:: How to complete this task ::
The full set of entries below, restated word for word and stripped of images, is the expected result.

:: Records shown ::

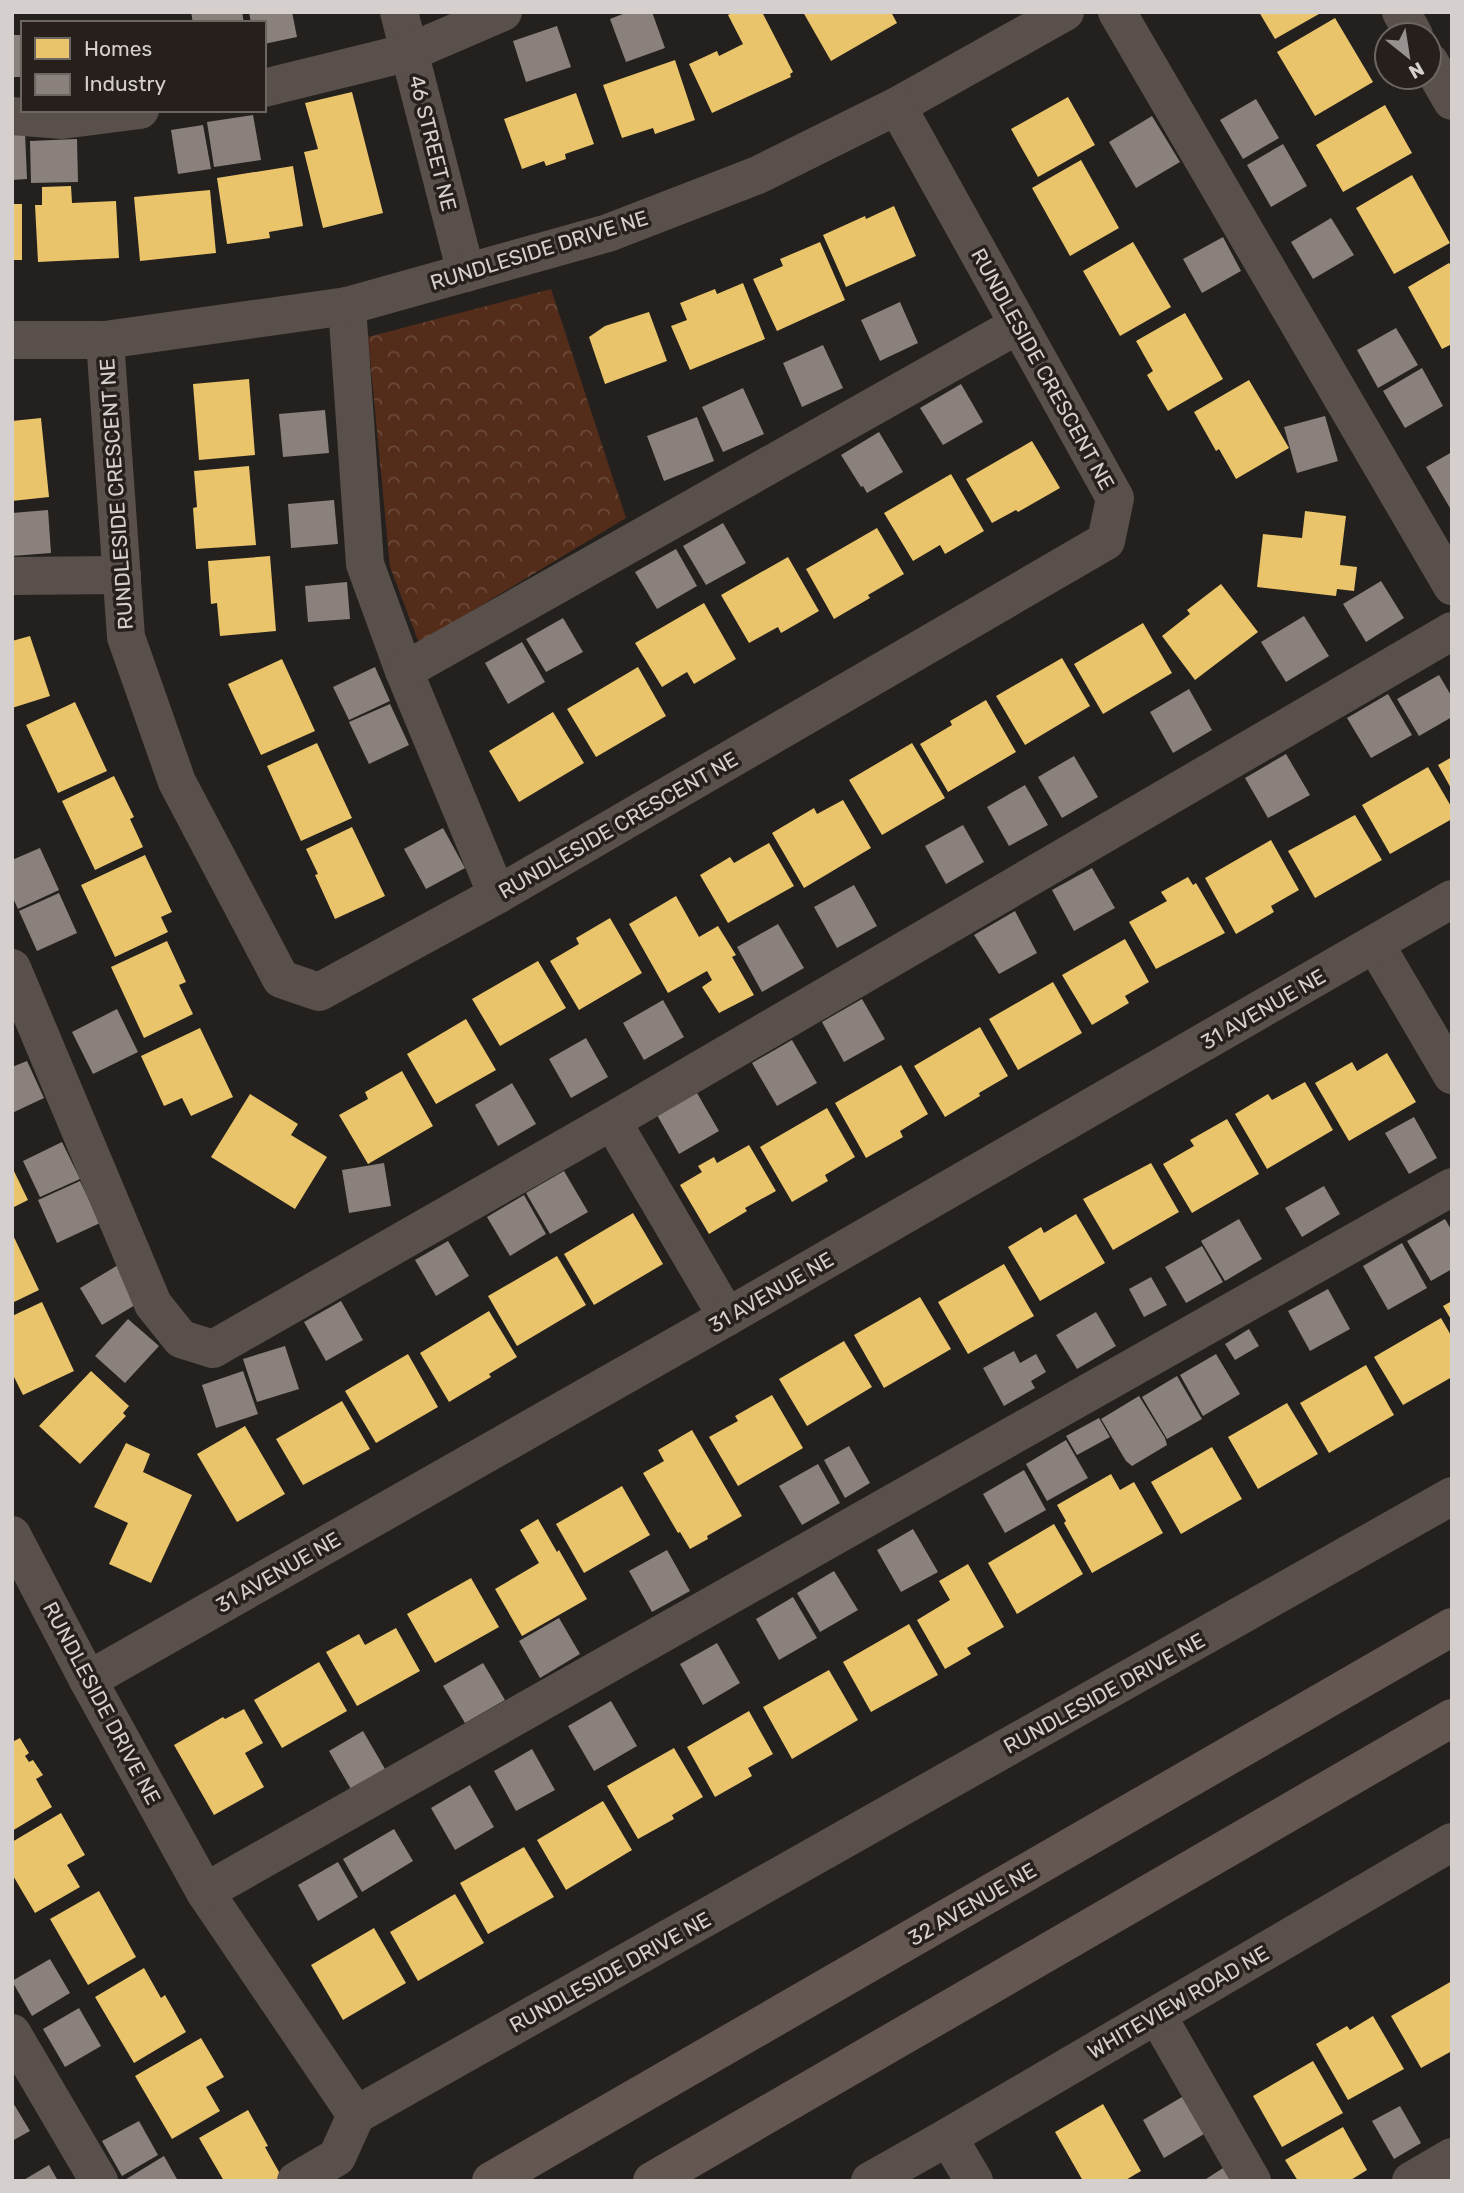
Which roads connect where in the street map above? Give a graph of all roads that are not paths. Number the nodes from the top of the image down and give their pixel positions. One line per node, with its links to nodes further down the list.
1 (399, 12): 5 (street, 46 STREET NE)
2 (503, 12): 5 (street)
3 (1065, 12): 9 (street, RUNDLESIDE DRIVE NE)
4 (1117, 12): 19 (street)
5 (410, 52): 7 (street); 12 (street, 46 STREET NE)
6 (1443, 85): 8 (street)
7 (266, 88)
8 (1452, 101)
9 (897, 106): 12 (street, RUNDLESIDE DRIVE NE); 14 (street, RUNDLESIDE CRESCENT NE)
10 (124, 112): 11 (street)
11 (12, 116)
12 (466, 273): 13 (street, RUNDLESIDE DRIVE NE)
13 (347, 306): 16 (street, RUNDLESIDE DRIVE NE); 21 (street)
14 (1018, 325): 21 (street); 22 (street, RUNDLESIDE CRESCENT NE)
15 (12, 340): 16 (street, RUNDLESIDE DRIVE NE)
16 (105, 340): 17 (street, RUNDLESIDE CRESCENT NE)
17 (122, 575): 18 (street); 22 (street, RUNDLESIDE CRESCENT NE)
18 (12, 576)
19 (1452, 586)
20 (1452, 631): 27 (street)
21 (404, 671): 22 (street)
22 (497, 895)
23 (1452, 899): 24 (street, 31 AVENUE NE)
24 (1375, 944): 26 (street); 29 (street, 31 AVENUE NE)
25 (12, 968): 27 (street)
26 (1452, 1074)
27 (612, 1121): 29 (street)
28 (1452, 1187): 36 (street)
29 (726, 1317): 33 (street, 31 AVENUE NE)
30 (1452, 1496): 39 (street, RUNDLESIDE DRIVE NE)
31 (12, 1535): 33 (street, RUNDLESIDE DRIVE NE)
32 (1452, 1627): 44 (main road, 32 AVENUE NE)
33 (88, 1680): 36 (street, RUNDLESIDE DRIVE NE)
34 (1452, 1718): 45 (main road)
35 (1452, 1842): 37 (street, WHITEVIEW ROAD NE)
36 (205, 1892): 39 (street, RUNDLESIDE DRIVE NE)
37 (1157, 2015): 40 (street, WHITEVIEW ROAD NE); 48 (street)
38 (12, 2033): 42 (street)
39 (356, 2115): 43 (street)
40 (948, 2137): 46 (street, WHITEVIEW ROAD NE); 47 (street)
41 (1452, 2157): 49 (street)
42 (99, 2181)
43 (296, 2181)
44 (491, 2181)
45 (652, 2181)
46 (870, 2181)
47 (974, 2181)
48 (1252, 2181)
49 (1411, 2181)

:: Finished exercise ::
Which roads connect where in the street map above? Give a graph of all roads that are not paths. Number the nodes from the top of the image down and give their pixel positions. One line per node, with its links to nodes further down the list.
1 (399, 12): 5 (street, 46 STREET NE)
2 (503, 12): 5 (street)
3 (1065, 12): 9 (street, RUNDLESIDE DRIVE NE)
4 (1117, 12): 19 (street)
5 (410, 52): 7 (street); 12 (street, 46 STREET NE)
6 (1443, 85): 8 (street)
7 (266, 88)
8 (1452, 101)
9 (897, 106): 12 (street, RUNDLESIDE DRIVE NE); 14 (street, RUNDLESIDE CRESCENT NE)
10 (124, 112): 11 (street)
11 (12, 116)
12 (466, 273): 13 (street, RUNDLESIDE DRIVE NE)
13 (347, 306): 16 (street, RUNDLESIDE DRIVE NE); 21 (street)
14 (1018, 325): 21 (street); 22 (street, RUNDLESIDE CRESCENT NE)
15 (12, 340): 16 (street, RUNDLESIDE DRIVE NE)
16 (105, 340): 17 (street, RUNDLESIDE CRESCENT NE)
17 (122, 575): 18 (street); 22 (street, RUNDLESIDE CRESCENT NE)
18 (12, 576)
19 (1452, 586)
20 (1452, 631): 27 (street)
21 (404, 671): 22 (street)
22 (497, 895)
23 (1452, 899): 24 (street, 31 AVENUE NE)
24 (1375, 944): 26 (street); 29 (street, 31 AVENUE NE)
25 (12, 968): 27 (street)
26 (1452, 1074)
27 (612, 1121): 29 (street)
28 (1452, 1187): 36 (street)
29 (726, 1317): 33 (street, 31 AVENUE NE)
30 (1452, 1496): 39 (street, RUNDLESIDE DRIVE NE)
31 (12, 1535): 33 (street, RUNDLESIDE DRIVE NE)
32 (1452, 1627): 44 (main road, 32 AVENUE NE)
33 (88, 1680): 36 (street, RUNDLESIDE DRIVE NE)
34 (1452, 1718): 45 (main road)
35 (1452, 1842): 37 (street, WHITEVIEW ROAD NE)
36 (205, 1892): 39 (street, RUNDLESIDE DRIVE NE)
37 (1157, 2015): 40 (street, WHITEVIEW ROAD NE); 48 (street)
38 (12, 2033): 42 (street)
39 (356, 2115): 43 (street)
40 (948, 2137): 46 (street, WHITEVIEW ROAD NE); 47 (street)
41 (1452, 2157): 49 (street)
42 (99, 2181)
43 (296, 2181)
44 (491, 2181)
45 (652, 2181)
46 (870, 2181)
47 (974, 2181)
48 (1252, 2181)
49 (1411, 2181)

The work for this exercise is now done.